Top of Supplied material

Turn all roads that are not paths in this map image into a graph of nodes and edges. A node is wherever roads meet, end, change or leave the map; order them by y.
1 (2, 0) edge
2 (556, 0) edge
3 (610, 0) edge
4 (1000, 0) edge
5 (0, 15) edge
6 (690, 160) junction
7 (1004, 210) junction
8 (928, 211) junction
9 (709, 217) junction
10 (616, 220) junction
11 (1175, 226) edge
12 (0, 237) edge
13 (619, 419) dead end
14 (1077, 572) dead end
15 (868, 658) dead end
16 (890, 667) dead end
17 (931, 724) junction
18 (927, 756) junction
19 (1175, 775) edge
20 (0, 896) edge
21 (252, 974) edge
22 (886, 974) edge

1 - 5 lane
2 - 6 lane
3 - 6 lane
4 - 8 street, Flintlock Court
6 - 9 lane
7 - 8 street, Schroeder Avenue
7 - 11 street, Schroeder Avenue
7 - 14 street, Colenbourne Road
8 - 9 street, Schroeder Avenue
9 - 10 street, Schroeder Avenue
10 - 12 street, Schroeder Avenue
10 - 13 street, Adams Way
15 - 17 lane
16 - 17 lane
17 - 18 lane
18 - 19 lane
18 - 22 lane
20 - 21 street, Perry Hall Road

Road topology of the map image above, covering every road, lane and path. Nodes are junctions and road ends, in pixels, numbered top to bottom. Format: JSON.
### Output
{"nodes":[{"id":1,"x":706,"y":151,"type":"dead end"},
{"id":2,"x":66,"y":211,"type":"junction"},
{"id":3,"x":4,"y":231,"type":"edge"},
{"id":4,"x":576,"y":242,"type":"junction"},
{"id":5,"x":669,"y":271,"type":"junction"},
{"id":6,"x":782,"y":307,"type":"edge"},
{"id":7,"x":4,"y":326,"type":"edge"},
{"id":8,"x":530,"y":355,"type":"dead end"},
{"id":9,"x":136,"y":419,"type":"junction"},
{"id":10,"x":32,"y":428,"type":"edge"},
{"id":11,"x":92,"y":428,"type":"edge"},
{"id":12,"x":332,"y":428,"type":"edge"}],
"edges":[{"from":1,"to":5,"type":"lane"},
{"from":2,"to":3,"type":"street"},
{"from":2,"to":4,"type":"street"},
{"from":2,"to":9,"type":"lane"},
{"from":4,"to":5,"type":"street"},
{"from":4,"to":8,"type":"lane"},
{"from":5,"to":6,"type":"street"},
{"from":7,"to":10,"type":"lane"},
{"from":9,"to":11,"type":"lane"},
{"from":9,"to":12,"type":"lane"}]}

Bottom of Supplied material

▸ **Work instruction**
Quote verbatim the line containing "Road topology of" and every line after it through the end of the records above.

▸ **Problem solution**
Road topology of the map image above, covering every road, lane and path. Nodes are junctions and road ends, in pixels, numbered top to bottom. Format: JSON.
### Output
{"nodes":[{"id":1,"x":706,"y":151,"type":"dead end"},
{"id":2,"x":66,"y":211,"type":"junction"},
{"id":3,"x":4,"y":231,"type":"edge"},
{"id":4,"x":576,"y":242,"type":"junction"},
{"id":5,"x":669,"y":271,"type":"junction"},
{"id":6,"x":782,"y":307,"type":"edge"},
{"id":7,"x":4,"y":326,"type":"edge"},
{"id":8,"x":530,"y":355,"type":"dead end"},
{"id":9,"x":136,"y":419,"type":"junction"},
{"id":10,"x":32,"y":428,"type":"edge"},
{"id":11,"x":92,"y":428,"type":"edge"},
{"id":12,"x":332,"y":428,"type":"edge"}],
"edges":[{"from":1,"to":5,"type":"lane"},
{"from":2,"to":3,"type":"street"},
{"from":2,"to":4,"type":"street"},
{"from":2,"to":9,"type":"lane"},
{"from":4,"to":5,"type":"street"},
{"from":4,"to":8,"type":"lane"},
{"from":5,"to":6,"type":"street"},
{"from":7,"to":10,"type":"lane"},
{"from":9,"to":11,"type":"lane"},
{"from":9,"to":12,"type":"lane"}]}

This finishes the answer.